Que nous reste-t-il ? Il nous reste contre les discours de certitudes et de servitude, à les questionner, à les dégonfler comme baudruches idéologiques, il nous reste la vraie discussion, la recherche de la vérité, il nous reste à réveiller l’émerveillement philosophique, à susciter chez le plus grand nombre le fort, le dur désir de vivre vraiment. L’anesthésie du plus grand nombre par le pouvoir doux des USA ferait place à une volonté de devenir homme de la grande responsabilité. Le pouvoir dur qui repose sur le darwinisme social : l’homme est un loup pour l’homme, n’aurait pas de prise sur l’homme de la grande responsabilité.
Les démocraties se sont construites sur le développement de l’instruction primaire (dit autrement, la démocratie est la superstructure politique d’une étape culturelle : l’instruction primaire). L’universalisation, constatable, de la démocratie s’effectue dans les pays où l’alphabétisation de masse se réalise. Quand un peuple a un niveau d’éducation élevé et un niveau de vie satisfaisant, il n’est pas belliciste, il ne donne pas le pouvoir à des va-t-en guerre. L’opposition des peuples d’Europe à la 2e guerre d’Irak a été unanime (contre leurs gouvernements parfois : Espagne, Italie, Grande-Bretagne). Et deux peuples de même niveau chercheront une solution pacifique à un différend qui les sépare.

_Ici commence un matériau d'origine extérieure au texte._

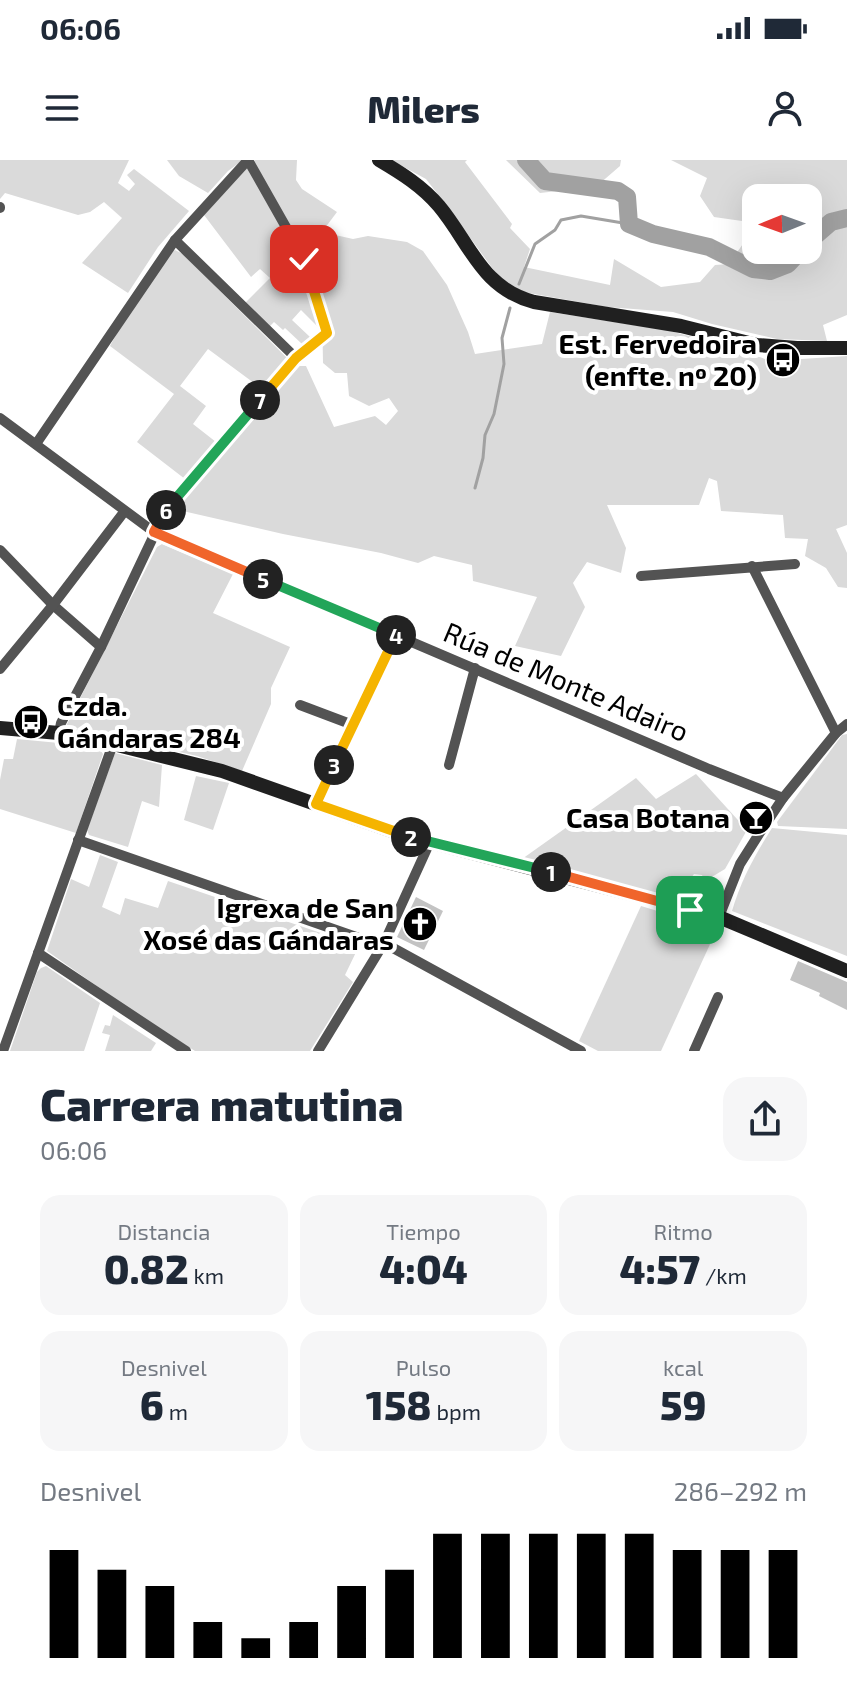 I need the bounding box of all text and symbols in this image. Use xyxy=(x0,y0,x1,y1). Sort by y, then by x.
text: 06:06 xyxy=(40,10,121,46)
icon: menu xyxy=(40,86,84,130)
icon: person xyxy=(763,86,807,130)
text: Milers xyxy=(367,87,480,130)
north arrow xyxy=(742,184,822,264)
map controls xyxy=(742,184,822,264)
pin xyxy=(270,225,338,293)
icon: check xyxy=(282,237,326,281)
place label: Est. Fervedoira (enfte. nº 20) xyxy=(559,326,757,392)
bus stop icon: Est. Fervedoira (enfte. nº 20) xyxy=(764,341,802,379)
pin: 7 xyxy=(240,380,280,420)
text: 7 xyxy=(254,387,266,413)
pin: 6 xyxy=(146,490,186,530)
text: 6 xyxy=(160,497,172,523)
pin: 5 xyxy=(243,559,283,599)
text: 5 xyxy=(257,566,269,592)
street label: Rúa de Monte Adairo xyxy=(439,614,694,748)
pin: 4 xyxy=(376,615,416,655)
text: 4 xyxy=(389,622,403,648)
place label: Czda. Gándaras 284 xyxy=(57,688,241,754)
bus stop icon: Czda. Gándaras 284 xyxy=(12,703,50,741)
pin: 3 xyxy=(314,745,354,785)
text: 3 xyxy=(328,752,340,778)
bar icon: Casa Botana xyxy=(737,799,775,837)
place label: Casa Botana xyxy=(566,800,730,834)
pin: 2 xyxy=(391,817,431,857)
text: 2 xyxy=(405,824,417,850)
pin: 1 xyxy=(531,852,571,892)
text: 1 xyxy=(546,859,556,885)
pin xyxy=(656,876,724,944)
icon: arrive xyxy=(668,888,712,932)
place label: Igrexa de San Xosé das Gándaras xyxy=(143,890,394,956)
church icon: Igrexa de San Xosé das Gándaras xyxy=(401,905,439,943)
text: Carrera matutina xyxy=(40,1077,404,1130)
button: share xyxy=(723,1077,807,1161)
text: 06:06 xyxy=(40,1134,107,1165)
text: Distancia xyxy=(117,1218,210,1244)
text: Tiempo xyxy=(386,1218,461,1244)
text: Ritmo xyxy=(654,1218,713,1244)
text: 0.82 xyxy=(104,1244,189,1292)
text: 4:04 xyxy=(379,1244,468,1292)
text: 4:57 xyxy=(620,1244,700,1292)
text: km xyxy=(189,1262,224,1288)
text: /km xyxy=(700,1262,747,1288)
text: Desnivel xyxy=(121,1354,207,1380)
text: Pulso xyxy=(396,1354,451,1380)
text: kcal xyxy=(663,1354,703,1380)
text: 6 xyxy=(140,1380,164,1428)
text: 158 xyxy=(366,1380,432,1428)
text: 59 xyxy=(660,1380,706,1428)
text: m xyxy=(164,1398,188,1424)
text: bpm xyxy=(432,1398,481,1424)
text: Desnivel xyxy=(40,1475,141,1506)
text: 286–292 m xyxy=(674,1475,807,1506)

Mais l’éducation secondaire et supérieure introduit un effet pervers dans ce processus démocratique, en faisant réapparaître des inégalités et en faisant émerger des « élites » qui se sont constituées dans les plus anciennes démocraties en oligarchie confisquant tous les pouvoirs à son profit.

On mesure ici l’enjeu : ou nous laissons nos grandes écoles continuer à produire ces oligarques qui menacent de mort la démocratie et donc la paix ou nous nous fixons l’objectif de faire sortir de notre enseignement secondaire et supérieur des hommes et des femmes de la grande responsabilité, imperméables au cynisme actuel des « élites ».
À l’idéologie, substituer la philosophie. À la croyance, substituer l’évidence. Aux discours manipulateurs, substituer la vraie discussion. Ignorer le guerrier et ses guerres, et passer son temps de vie (seul, à deux, à trois…) à vivre, essayer de vivre en vérité. Les hommes et les femmes deviendraient eux-mêmes.

Jean-Claude Grosse, 2004

 

PS: L'arrivée à la Maison Blanche de Barak Obama ne change pas cette analyse en ce que Barak Obama ne sera pas le président de la rupture avec ce paradigme. Il a clairement dit vouloir que les États-Unis retrouvent leur leadership mondial après les résultats catastrophiques de l'administration Bush en termes d'image et d'influence. Il sait très bien parler, susciter l'enthousiasme mais ne soyons pas dupes: il est là pour servir le capitalisme américain. Et bien des promesses de campagne vont passer à la trappe. Sa réforme du système de santé, ce sont des coupes sombres. Chez nous, c'est pareil.